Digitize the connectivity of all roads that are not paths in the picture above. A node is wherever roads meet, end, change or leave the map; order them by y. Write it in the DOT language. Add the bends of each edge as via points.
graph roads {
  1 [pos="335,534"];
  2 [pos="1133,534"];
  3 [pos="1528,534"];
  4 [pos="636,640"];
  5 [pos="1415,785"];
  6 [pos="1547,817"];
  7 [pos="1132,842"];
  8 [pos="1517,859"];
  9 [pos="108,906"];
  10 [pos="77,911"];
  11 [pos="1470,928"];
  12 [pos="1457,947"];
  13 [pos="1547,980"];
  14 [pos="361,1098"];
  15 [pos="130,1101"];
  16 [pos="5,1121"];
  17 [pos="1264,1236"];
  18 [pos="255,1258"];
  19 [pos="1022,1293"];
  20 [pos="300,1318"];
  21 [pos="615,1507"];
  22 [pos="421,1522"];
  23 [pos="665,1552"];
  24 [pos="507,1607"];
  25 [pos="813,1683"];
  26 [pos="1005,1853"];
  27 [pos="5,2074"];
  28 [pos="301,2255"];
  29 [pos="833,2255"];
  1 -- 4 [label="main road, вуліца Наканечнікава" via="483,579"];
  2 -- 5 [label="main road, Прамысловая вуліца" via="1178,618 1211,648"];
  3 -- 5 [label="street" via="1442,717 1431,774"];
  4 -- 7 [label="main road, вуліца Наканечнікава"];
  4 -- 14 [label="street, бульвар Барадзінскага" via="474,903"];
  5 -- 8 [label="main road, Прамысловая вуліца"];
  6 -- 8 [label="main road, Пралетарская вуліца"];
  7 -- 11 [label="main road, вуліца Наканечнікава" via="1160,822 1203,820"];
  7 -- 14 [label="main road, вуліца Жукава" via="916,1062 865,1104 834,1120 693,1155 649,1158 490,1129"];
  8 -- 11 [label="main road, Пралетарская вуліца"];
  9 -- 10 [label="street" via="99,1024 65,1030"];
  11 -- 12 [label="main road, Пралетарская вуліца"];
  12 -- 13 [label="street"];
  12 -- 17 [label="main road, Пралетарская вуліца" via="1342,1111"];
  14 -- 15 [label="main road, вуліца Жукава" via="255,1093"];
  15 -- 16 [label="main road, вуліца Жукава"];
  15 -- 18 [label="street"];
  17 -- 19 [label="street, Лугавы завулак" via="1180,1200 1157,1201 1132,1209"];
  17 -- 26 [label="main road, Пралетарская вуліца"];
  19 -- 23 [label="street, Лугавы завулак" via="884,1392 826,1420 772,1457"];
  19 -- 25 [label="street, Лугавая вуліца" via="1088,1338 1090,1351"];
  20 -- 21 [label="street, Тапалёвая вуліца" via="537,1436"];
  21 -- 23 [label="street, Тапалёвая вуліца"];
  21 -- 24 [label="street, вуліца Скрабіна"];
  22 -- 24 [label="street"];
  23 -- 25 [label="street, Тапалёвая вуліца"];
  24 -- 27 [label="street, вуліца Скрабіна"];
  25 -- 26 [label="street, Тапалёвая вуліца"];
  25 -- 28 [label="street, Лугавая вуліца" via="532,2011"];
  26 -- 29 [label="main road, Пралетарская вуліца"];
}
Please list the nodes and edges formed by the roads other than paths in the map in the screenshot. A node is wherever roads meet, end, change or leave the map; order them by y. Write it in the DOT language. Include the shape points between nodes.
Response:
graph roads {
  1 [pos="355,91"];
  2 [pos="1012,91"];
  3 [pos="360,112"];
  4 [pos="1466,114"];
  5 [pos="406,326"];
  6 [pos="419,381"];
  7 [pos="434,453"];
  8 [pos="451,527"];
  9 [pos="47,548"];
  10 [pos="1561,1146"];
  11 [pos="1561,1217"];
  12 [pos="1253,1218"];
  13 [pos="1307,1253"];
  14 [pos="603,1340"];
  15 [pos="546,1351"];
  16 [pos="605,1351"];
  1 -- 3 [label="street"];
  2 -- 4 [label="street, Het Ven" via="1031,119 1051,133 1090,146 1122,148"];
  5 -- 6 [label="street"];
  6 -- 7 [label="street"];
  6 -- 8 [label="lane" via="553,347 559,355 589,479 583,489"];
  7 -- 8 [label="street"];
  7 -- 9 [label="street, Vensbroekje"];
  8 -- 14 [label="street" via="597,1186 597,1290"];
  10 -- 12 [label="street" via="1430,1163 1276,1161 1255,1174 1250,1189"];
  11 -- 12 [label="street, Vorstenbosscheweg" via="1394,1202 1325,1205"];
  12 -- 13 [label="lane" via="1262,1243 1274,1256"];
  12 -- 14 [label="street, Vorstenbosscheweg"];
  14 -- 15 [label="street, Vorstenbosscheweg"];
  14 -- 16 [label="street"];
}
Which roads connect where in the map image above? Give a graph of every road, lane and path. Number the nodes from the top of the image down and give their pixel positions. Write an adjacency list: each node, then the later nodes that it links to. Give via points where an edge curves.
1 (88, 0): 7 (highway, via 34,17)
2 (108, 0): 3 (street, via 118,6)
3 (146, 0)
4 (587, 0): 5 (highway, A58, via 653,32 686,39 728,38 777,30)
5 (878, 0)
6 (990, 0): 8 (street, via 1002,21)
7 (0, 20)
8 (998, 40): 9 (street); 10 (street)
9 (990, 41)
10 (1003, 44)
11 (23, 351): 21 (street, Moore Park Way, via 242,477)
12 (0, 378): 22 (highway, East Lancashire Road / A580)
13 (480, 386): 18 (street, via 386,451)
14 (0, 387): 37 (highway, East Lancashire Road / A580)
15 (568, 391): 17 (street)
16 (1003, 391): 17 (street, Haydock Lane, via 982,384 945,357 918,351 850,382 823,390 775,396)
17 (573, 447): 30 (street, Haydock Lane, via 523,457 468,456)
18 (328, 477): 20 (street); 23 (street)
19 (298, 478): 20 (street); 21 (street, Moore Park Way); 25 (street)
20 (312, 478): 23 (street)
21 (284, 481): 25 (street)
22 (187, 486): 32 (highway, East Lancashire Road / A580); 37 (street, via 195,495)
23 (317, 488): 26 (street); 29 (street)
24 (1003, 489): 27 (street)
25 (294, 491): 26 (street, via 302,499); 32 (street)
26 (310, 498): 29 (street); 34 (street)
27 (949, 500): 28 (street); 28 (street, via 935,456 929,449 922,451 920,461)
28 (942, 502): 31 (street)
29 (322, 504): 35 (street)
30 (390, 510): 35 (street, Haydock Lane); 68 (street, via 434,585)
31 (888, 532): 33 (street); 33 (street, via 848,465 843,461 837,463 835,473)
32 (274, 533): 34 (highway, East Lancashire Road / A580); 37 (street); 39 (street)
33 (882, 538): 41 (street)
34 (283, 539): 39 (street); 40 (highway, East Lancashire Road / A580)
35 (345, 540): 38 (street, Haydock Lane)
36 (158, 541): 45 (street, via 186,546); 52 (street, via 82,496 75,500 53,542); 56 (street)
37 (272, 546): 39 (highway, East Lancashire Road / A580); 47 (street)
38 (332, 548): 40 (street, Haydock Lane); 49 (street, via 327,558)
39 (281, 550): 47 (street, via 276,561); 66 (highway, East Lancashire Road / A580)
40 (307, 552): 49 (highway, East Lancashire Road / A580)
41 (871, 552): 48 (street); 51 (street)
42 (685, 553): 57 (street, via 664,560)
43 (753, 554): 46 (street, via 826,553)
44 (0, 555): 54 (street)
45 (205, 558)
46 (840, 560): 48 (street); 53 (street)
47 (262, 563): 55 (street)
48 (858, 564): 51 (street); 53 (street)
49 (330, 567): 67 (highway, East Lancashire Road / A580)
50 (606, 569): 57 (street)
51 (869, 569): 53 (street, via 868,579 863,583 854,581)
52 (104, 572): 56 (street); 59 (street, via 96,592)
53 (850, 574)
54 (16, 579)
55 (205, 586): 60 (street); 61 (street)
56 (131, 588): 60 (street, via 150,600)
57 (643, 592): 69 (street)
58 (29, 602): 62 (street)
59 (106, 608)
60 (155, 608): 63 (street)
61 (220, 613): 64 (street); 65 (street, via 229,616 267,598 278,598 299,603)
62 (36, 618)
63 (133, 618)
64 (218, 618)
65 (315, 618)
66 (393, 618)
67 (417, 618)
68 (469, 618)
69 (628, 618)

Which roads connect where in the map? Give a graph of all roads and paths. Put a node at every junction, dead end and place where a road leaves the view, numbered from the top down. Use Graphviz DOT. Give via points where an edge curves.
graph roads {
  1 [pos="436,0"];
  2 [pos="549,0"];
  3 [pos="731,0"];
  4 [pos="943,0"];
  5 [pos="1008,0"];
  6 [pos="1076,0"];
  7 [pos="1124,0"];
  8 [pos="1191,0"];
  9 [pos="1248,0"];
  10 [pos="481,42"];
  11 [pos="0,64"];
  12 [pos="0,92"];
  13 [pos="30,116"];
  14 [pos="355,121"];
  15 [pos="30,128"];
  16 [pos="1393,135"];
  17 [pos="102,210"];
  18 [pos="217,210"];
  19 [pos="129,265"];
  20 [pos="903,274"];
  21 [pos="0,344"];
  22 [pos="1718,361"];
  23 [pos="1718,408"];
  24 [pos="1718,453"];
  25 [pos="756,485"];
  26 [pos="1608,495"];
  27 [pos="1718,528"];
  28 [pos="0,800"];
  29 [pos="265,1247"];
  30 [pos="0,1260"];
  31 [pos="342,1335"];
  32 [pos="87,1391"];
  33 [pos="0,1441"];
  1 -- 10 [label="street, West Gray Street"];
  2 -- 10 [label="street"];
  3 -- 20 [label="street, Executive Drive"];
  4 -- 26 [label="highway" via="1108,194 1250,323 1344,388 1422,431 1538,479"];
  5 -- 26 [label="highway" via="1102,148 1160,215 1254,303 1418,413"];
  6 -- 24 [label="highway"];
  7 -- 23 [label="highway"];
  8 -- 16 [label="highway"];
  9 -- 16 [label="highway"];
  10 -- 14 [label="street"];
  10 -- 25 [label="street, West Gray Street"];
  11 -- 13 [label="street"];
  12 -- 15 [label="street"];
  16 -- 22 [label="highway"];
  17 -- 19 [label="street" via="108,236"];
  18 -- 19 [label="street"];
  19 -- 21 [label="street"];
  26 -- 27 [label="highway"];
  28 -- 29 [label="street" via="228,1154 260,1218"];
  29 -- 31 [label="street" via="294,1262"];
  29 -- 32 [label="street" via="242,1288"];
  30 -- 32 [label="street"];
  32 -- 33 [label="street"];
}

# Exercise goal:
Scan the listing and report each line where the word "Vorstenbosscheweg" shows up.

# Task answer:
  11 -- 12 [label="street, Vorstenbosscheweg" via="1394,1202 1325,1205"];
  12 -- 14 [label="street, Vorstenbosscheweg"];
  14 -- 15 [label="street, Vorstenbosscheweg"];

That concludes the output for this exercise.